With sincere Regard I am, &ca.
I have seen nothing of your watch.
4. In the hand of Gurdon Mumford.
5. Mr. Raymond accompanied Montague from England to France and provided services to both Robeson and his slave, Jean Montague: WTF to Robeson, Sept. 8, and Robeson to WTF, Sept. 15, both below. In an undated letter to WTF Chaumont says that he paid “Sieur Raymond” for money advanced to Robeson and remitted the receipt to WTF with a request that he have Robeson reimburse him. APS. On Nov. 8 Robeson wrote WTF, sending his compliments to Mr. Raymond and a promise to repay him soon. APS. We have no further knowledge of Raymond’s identity.

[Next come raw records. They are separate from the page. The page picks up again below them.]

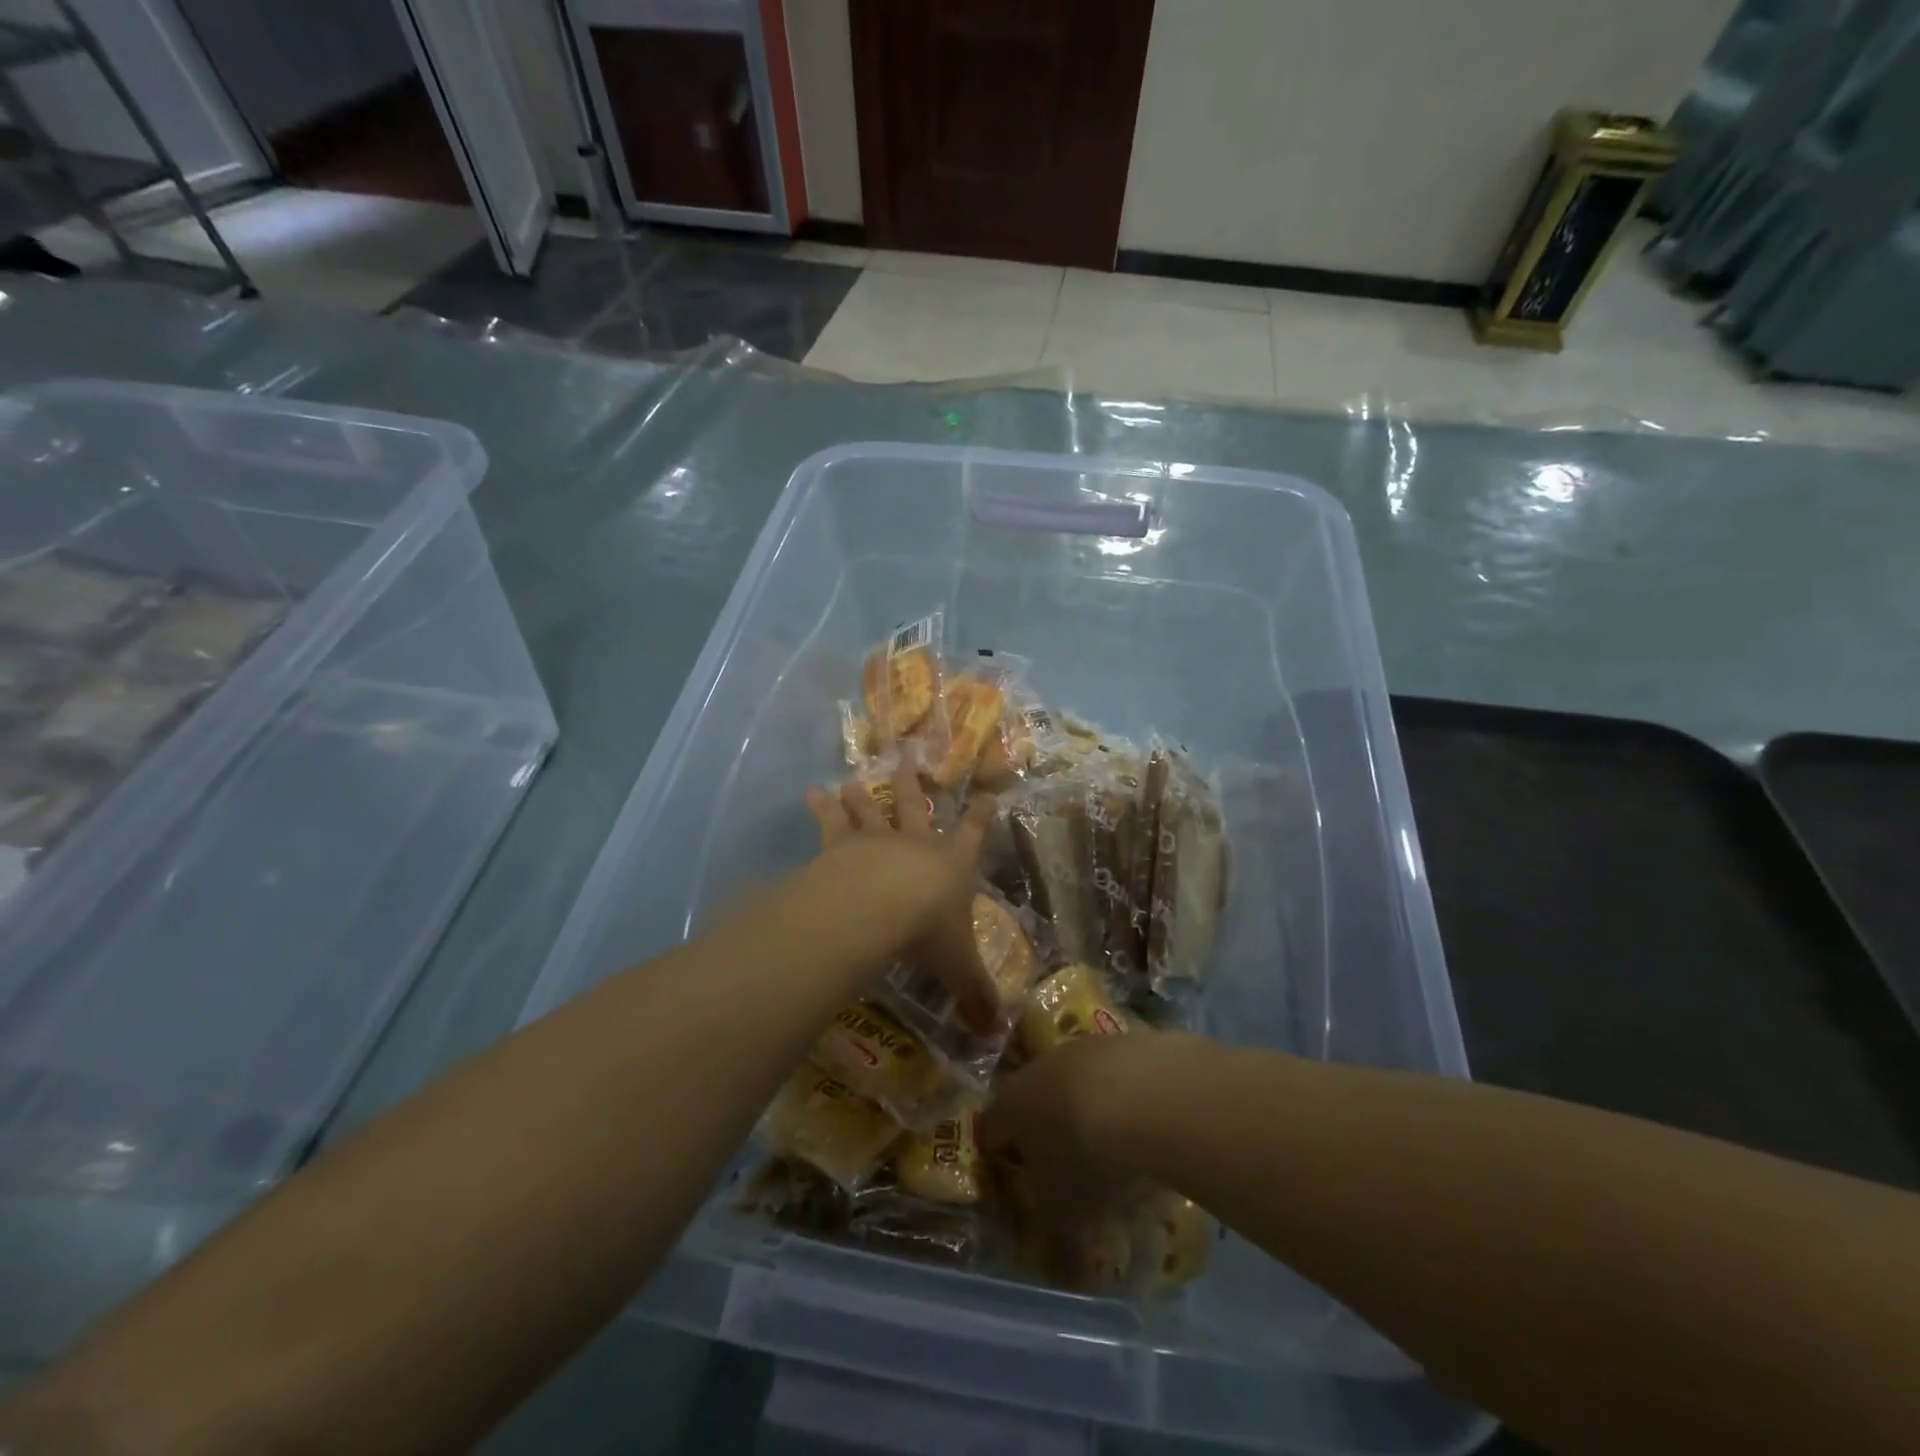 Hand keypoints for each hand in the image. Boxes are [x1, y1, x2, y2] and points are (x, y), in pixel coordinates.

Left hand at [806, 763, 998, 1032]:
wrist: (880, 906)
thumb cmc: (927, 930)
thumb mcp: (958, 967)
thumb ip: (976, 996)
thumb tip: (996, 1032)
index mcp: (950, 865)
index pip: (972, 834)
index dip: (980, 815)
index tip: (986, 793)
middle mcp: (914, 845)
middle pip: (914, 807)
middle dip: (912, 784)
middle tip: (907, 757)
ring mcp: (875, 842)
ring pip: (869, 811)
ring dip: (860, 795)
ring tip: (849, 778)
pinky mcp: (839, 848)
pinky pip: (830, 824)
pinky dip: (822, 808)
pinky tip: (810, 791)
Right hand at [980, 1031, 1155, 1235]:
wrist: (1146, 1095)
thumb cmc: (1088, 1161)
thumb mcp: (1068, 1217)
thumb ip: (1060, 1243)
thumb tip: (1065, 1270)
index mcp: (1010, 1107)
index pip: (990, 1129)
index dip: (1000, 1155)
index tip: (1015, 1179)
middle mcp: (1037, 1068)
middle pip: (1033, 1099)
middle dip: (1045, 1129)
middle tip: (1066, 1166)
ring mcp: (1080, 1048)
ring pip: (1074, 1081)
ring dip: (1085, 1108)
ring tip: (1112, 1146)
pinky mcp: (1122, 1040)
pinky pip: (1115, 1073)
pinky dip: (1123, 1095)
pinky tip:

6. Montague evidently referred to the freedom principle as articulated by Lord Mansfield in the Somersett case (1772), brought by Granville Sharp (XVII, 38n), whereby a slave who set foot on English soil became free. In earlier negotiations with Robeson, Montague had also shown a knowledge of the laws governing slaves in France: XXXIII, 121–2. For a discussion of the freedom principle in French and English law during the eighteenth century see Sue Peabody, “There Are No Slaves in France”: the Political Culture of Race and Slavery in the Ancien Régime (New York and Oxford, 1996), pp. 3–7 and passim.